Running your experiments and best practices

  • Please learn how to use Git. Please push your code to GitHub or any other preferred Version control system whenever you are done for a particular work session. It just takes two minutes. Again, The Missing Semester of your CS Education is very useful for this.
  • For different projects, create different conda environments. This is very important since sometimes different projects have conflicting dependencies. While creating a conda environment, do it inside a tmux window since dependency installations take time.
  • Run your model’s training using python scripts, instead of running it using Jupyter notebooks. You will save some time. You can convert notebooks to scripts using nbconvert. Fastai library has decorators for this purpose, and VSCode lets you run some parts of your scripts in notebook style behavior.
  • If you are loading your models on notebooks for some reason, please release the GPU memory or shutdown your notebook after you are done. This is one of the most common bad practices. What happens here is since your kernel is always running, your model occupies GPU memory overnight with zero utilization. This causes a lot of problems for others who might want to run experiments after you.
  • On a related note, please use CUDA_VISIBLE_DEVICES to assign your training processes to specific GPUs. Without this, there might be a chance that your process takes memory from multiple GPUs, where it can be run on a single GPU.
  • Keep your CPU usage in check if you can, especially during data preprocessing. Use tasknet.
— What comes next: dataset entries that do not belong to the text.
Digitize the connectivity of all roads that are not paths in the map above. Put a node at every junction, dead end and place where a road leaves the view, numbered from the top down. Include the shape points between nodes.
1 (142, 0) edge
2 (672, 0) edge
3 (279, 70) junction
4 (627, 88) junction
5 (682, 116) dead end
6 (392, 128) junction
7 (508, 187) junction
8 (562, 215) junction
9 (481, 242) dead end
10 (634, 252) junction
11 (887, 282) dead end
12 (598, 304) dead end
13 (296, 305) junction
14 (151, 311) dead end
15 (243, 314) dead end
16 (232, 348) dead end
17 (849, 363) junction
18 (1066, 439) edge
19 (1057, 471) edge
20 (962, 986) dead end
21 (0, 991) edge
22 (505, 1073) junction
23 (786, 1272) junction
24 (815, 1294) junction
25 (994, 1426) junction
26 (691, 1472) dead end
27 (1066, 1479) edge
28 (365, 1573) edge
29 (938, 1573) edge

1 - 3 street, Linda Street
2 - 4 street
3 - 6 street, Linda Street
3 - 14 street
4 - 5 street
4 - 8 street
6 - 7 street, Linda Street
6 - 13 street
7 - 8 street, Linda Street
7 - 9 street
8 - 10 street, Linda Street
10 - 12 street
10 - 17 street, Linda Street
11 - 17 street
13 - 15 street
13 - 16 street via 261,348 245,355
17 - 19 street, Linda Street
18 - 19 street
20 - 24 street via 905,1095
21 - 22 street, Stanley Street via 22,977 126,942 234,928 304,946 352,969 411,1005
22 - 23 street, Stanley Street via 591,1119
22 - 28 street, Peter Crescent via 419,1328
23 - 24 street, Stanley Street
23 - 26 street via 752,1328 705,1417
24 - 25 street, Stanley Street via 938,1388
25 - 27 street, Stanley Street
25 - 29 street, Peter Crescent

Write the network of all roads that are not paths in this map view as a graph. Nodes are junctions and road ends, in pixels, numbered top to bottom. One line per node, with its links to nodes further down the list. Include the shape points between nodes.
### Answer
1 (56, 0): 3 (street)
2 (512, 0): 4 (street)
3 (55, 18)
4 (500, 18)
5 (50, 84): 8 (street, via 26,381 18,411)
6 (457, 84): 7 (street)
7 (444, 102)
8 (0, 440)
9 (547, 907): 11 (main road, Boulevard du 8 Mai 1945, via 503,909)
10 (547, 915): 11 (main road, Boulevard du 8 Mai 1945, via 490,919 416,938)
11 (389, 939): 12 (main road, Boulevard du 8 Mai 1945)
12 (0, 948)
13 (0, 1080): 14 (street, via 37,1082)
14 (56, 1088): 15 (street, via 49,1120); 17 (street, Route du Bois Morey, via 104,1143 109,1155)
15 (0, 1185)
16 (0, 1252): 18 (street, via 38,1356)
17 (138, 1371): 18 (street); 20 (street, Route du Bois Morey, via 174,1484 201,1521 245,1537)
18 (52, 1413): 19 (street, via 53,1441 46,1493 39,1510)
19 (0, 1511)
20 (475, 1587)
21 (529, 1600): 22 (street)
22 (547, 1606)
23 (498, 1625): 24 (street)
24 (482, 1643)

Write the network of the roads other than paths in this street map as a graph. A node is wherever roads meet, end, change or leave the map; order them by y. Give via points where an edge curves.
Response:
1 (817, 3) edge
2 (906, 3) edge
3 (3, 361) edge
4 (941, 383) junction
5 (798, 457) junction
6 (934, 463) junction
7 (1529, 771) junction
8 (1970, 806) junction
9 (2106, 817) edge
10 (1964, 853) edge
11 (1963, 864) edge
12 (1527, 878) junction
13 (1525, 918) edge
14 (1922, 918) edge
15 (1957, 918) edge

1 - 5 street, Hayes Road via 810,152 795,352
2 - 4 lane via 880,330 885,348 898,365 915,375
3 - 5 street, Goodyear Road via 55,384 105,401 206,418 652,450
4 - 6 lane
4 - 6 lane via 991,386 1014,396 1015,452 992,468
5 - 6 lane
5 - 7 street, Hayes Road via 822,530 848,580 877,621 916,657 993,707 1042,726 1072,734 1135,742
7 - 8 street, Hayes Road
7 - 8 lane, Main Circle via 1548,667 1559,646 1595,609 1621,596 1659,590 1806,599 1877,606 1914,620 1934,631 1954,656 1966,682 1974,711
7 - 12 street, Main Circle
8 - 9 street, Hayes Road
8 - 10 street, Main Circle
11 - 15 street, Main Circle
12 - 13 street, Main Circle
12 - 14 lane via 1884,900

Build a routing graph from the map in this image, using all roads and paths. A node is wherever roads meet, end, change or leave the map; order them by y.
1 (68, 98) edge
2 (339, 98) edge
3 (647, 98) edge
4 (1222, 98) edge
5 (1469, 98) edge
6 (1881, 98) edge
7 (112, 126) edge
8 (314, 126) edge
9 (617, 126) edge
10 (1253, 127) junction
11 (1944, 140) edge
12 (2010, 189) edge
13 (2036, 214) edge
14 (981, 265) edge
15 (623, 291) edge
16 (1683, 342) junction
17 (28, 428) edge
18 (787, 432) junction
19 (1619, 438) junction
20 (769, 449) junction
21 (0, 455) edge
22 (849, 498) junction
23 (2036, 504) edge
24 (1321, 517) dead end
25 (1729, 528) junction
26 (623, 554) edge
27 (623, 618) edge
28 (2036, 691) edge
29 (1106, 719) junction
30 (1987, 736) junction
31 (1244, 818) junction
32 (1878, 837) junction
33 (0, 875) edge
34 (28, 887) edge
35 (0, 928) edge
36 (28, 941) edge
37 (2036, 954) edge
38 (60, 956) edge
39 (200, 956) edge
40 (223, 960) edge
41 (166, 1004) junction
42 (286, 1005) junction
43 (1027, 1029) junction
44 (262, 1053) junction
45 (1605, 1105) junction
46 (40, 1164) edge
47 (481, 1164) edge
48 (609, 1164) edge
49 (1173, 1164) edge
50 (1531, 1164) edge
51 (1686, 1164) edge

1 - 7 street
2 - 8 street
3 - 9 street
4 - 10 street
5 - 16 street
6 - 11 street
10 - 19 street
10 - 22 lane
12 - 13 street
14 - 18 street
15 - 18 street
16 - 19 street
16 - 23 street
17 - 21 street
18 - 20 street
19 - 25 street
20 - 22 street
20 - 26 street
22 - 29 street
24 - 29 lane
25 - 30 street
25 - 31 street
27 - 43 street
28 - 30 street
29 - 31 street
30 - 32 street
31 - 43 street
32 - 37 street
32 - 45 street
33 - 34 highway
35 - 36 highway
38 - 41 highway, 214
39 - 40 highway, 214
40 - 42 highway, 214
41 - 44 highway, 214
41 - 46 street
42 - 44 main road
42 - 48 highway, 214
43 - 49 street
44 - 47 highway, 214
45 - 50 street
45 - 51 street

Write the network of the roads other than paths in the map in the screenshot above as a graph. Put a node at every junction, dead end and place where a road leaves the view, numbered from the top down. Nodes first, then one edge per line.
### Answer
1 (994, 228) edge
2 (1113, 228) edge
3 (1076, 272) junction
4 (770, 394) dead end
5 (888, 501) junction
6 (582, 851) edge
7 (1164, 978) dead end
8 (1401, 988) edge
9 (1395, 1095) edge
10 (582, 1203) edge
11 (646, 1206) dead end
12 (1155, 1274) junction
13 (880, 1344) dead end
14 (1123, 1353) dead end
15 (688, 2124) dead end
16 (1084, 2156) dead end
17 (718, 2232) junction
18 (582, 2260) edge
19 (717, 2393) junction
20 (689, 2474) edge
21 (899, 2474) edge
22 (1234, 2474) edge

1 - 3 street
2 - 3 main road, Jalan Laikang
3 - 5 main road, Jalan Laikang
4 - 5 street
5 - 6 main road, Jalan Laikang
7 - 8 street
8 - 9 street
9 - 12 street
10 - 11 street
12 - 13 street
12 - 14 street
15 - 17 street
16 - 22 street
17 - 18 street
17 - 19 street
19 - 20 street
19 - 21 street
Tools to make your life easier and run experiments faster

  • In Pytorch, a better way of using multiple GPUs (if you cannot use model parallelism) is DistributedDataParallel, not DataParallel. This holds even when you want to use two GPUs on the same machine.
  • Please use tensorboard to log your training and testing stats.
  • Use PyMagnitude to work with embeddings.
  • Use tqdm for progress bars. When doing so, use tqdm.auto which works well both in scripts and notebooks.
  • If you can parallelize your jobs using either Threading or multiprocessing. Both of them are python libraries and should be used in specific use cases. If these two don’t satisfy your needs, use GNU Parallel.
  • Have a look at awesome emergining tools like RAPIDS for GPU accelerated ML methods, Fastai-v2 and their famous DL course, Allen-NLP and Pytorch Lightning (My personal favourite).
  • Check out Knock Knock to get notifications during your training process. Huggingface also provides a lot of pretrained models for NLP related tasks.
  • Check out Weights and Biases for experiment management. They are very kind to provide free academic licenses.
  • I also like Notion to maintain a research journal, draft posts for my blog, and other stuff. They are also very kind to provide free student licenses.